**Task prompt**
Could you restate all of the records exactly, leaving out the pictures?

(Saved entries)
^^^^^^^^

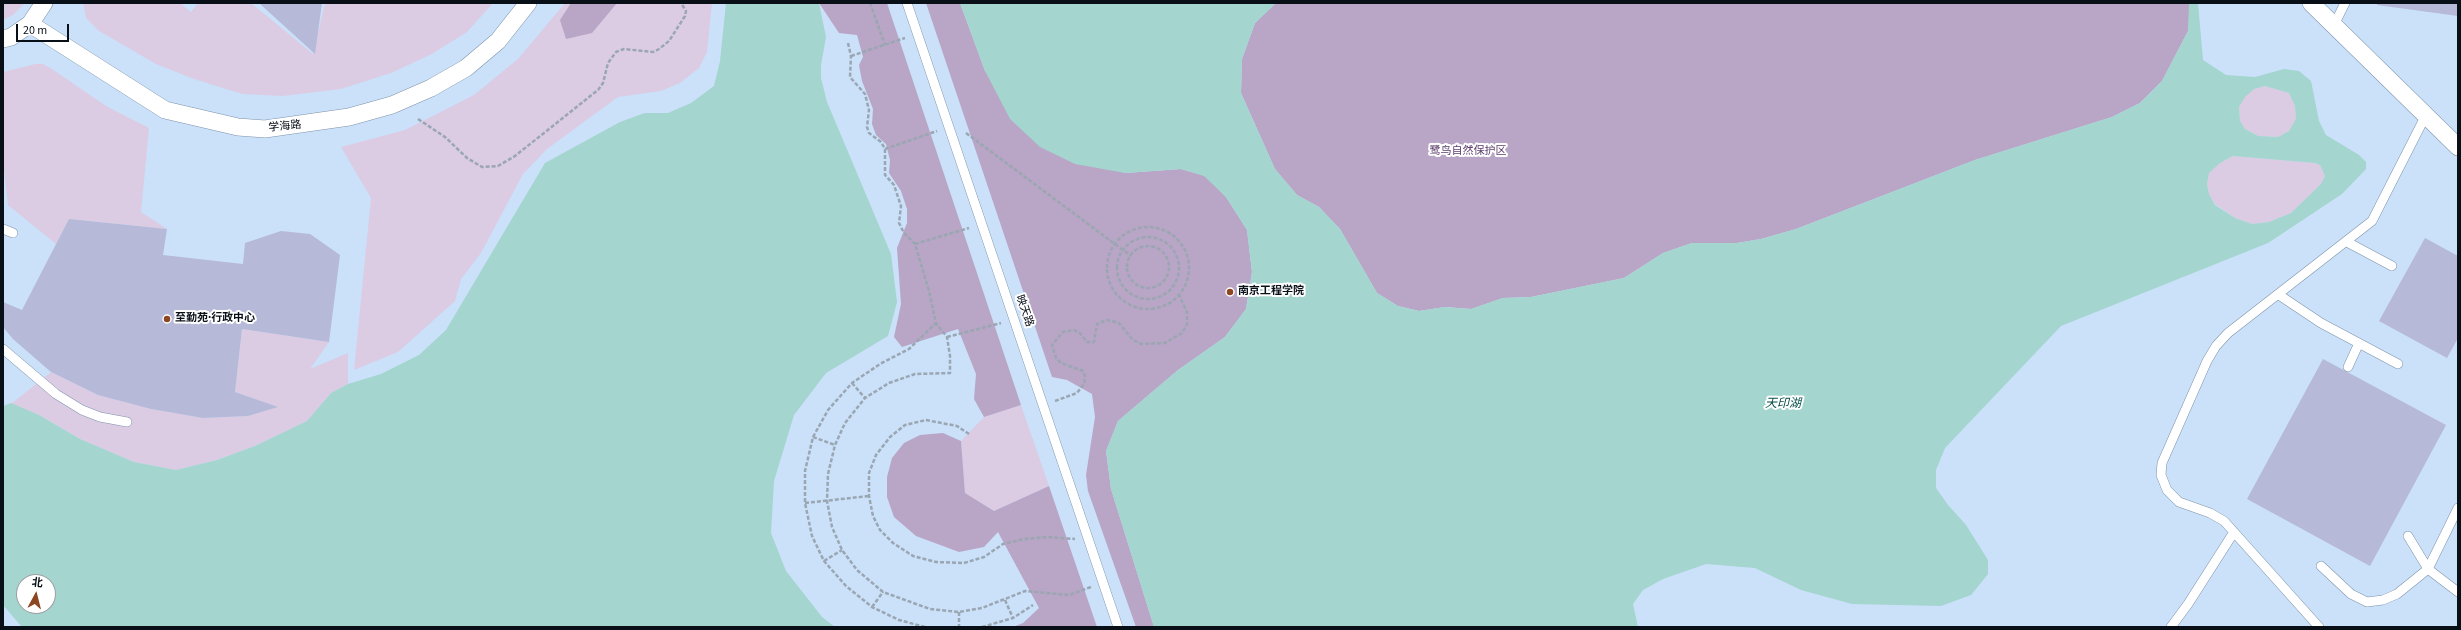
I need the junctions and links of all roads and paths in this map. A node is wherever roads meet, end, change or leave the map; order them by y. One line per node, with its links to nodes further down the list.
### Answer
1 (44, 3): 8 (street)
2 (528, 3): 8 (street, 学海路)
3 (681, 3): 16 (path)
4 (870, 3): 13 (path)
5 (907, 3): 68 (lane, 映天路)
6 (2311, 3): 9 (street)
7 (2345, 3): 9 (lane)
8 (30, 24): 11 (street)
9 (2334, 25): 15 (street)
10 (905, 38): 13 (path)
11 (3, 39)
12 (848, 43): 14 (path)
13 (885, 45): 14 (path)
14 (851, 56): 20 (path)
15 (2426, 115): 19 (street); 24 (lane)
16 (418, 119)
17 (962, 130): 25 (path)
18 (936, 131): 20 (path)
19 (2458, 147)
20 (885, 149): 26 (path)
21 (969, 228): 26 (path)
22 (3, 229): 23 (lane)
23 (13, 233)
24 (2347, 242): 29 (lane); 31 (lane)
25 (1115, 243): 27 (path); 30 (path); 30 (path)
26 (915, 244): 32 (path)
27 (1123, 249): 27 (path); 28 (path)
28 (1131, 256): 28 (path)
29 (2392, 266)
30 (1179, 294): 41 (path)
31 (2279, 295): 35 (lane); 50 (lane)
32 (936, 323): 34 (path); 39 (path)
33 (1002, 323): 34 (path)
34 (947, 337): 40 (path)
35 (2359, 343): 37 (lane); 38 (lane)
36 (3, 349): 42 (lane)
37 (2398, 364)
38 (2348, 367)
39 (852, 383): 40 (path); 44 (path)
40 (865, 398): 45 (path)
41 (1054, 402)
42 (127, 422)
43 (969, 434): 46 (path)
44 (813, 437): 45 (path); 48 (path)
45 (835, 445): 47 (path)
46 (869, 496): 47 (path); 52 (path)
47 (827, 501): 48 (path); 53 (path)
48 (805, 503): 54 (path)
49 (2458, 508): 56 (lane)
50 (2234, 532): 69 (lane); 70 (lane)
51 (2408, 536): 56 (lane)
52 (1075, 539)
53 (842, 550): 54 (path); 58 (path)
54 (824, 561): 62 (path)
55 (2321, 566): 56 (lane)
56 (2428, 569): 59 (lane)
57 (1091, 587): 60 (path)
58 (883, 592): 62 (path); 63 (path)
59 (2458, 592)
60 (1005, 600): 63 (path); 64 (path)
61 (1033, 605): 64 (path)
62 (872, 607): 65 (path)
63 (959, 612): 66 (path)
64 (1013, 618): 67 (path)
65 (925, 627)
66 (959, 627)
67 (982, 627)
68 (1118, 627)
69 (2171, 627)
70 (2319, 627)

^^^^^^^^

**Answer space**
I need the junctions and links of all roads and paths in this map. A node is wherever roads meet, end, change or leave the map; order them by y. One line per node, with its links to nodes further down the list.
### Answer
1 (44, 3): 8 (street)
2 (528, 3): 8 (street, 学海路)
3 (681, 3): 16 (path)
4 (870, 3): 13 (path)
5 (907, 3): 68 (lane, 映天路)
6 (2311, 3): 9 (street)
7 (2345, 3): 9 (lane)
8 (30, 24): 11 (street)
9 (2334, 25): 15 (street)
10 (905, 38): 13 (path)
11 (3, 39)
12 (848, 43): 14 (path)
13 (885, 45): 14 (path)
14 (851, 56): 20 (path)
15 (2426, 115): 19 (street); 24 (lane)
16 (418, 119)
17 (962, 130): 25 (path)
18 (936, 131): 20 (path)
19 (2458, 147)
20 (885, 149): 26 (path)
21 (969, 228): 26 (path)
22 (3, 229): 23 (lane)
23 (13, 233)
24 (2347, 242): 29 (lane); 31 (lane)
25 (1115, 243): 27 (path); 30 (path); 30 (path)
26 (915, 244): 32 (path)
27 (1123, 249): 27 (path); 28 (path)
28 (1131, 256): 28 (path)
29 (2392, 266)
30 (1179, 294): 41 (path)
31 (2279, 295): 35 (lane); 50 (lane)
32 (936, 323): 34 (path); 39 (path)
33 (1002, 323): 34 (path)
34 (947, 337): 40 (path)
35 (2359, 343): 37 (lane); 38 (lane)
36 (3, 349): 42 (lane)
37 (2398, 364)
38 (2348, 367)
39 (852, 383): 40 (path); 44 (path)
40 (865, 398): 45 (path)
41 (1054, 402)
42 (127, 422)
43 (969, 434): 46 (path)
44 (813, 437): 45 (path); 48 (path)
45 (835, 445): 47 (path)
46 (869, 496): 47 (path); 52 (path)
47 (827, 501): 48 (path); 53 (path)
48 (805, 503): 54 (path)
49 (2458, 508): 56 (lane)
50 (2234, 532): 69 (lane); 70 (lane)
51 (2408, 536): 56 (lane)
52 (1075, 539)
53 (842, 550): 54 (path); 58 (path)
54 (824, 561): 62 (path)
55 (2321, 566): 56 (lane)
56 (2428, 569): 59 (lane)
57 (1091, 587): 60 (path)
58 (883, 592): 62 (path); 63 (path)
59 (2458, 592)
60 (1005, 600): 63 (path); 64 (path)
61 (1033, 605): 64 (path)
62 (872, 607): 65 (path)
63 (959, 612): 66 (path)
64 (1013, 618): 67 (path)
65 (925, 627)
66 (959, 627)
67 (982, 627)
68 (1118, 627)
69 (2171, 627)
70 (2319, 627)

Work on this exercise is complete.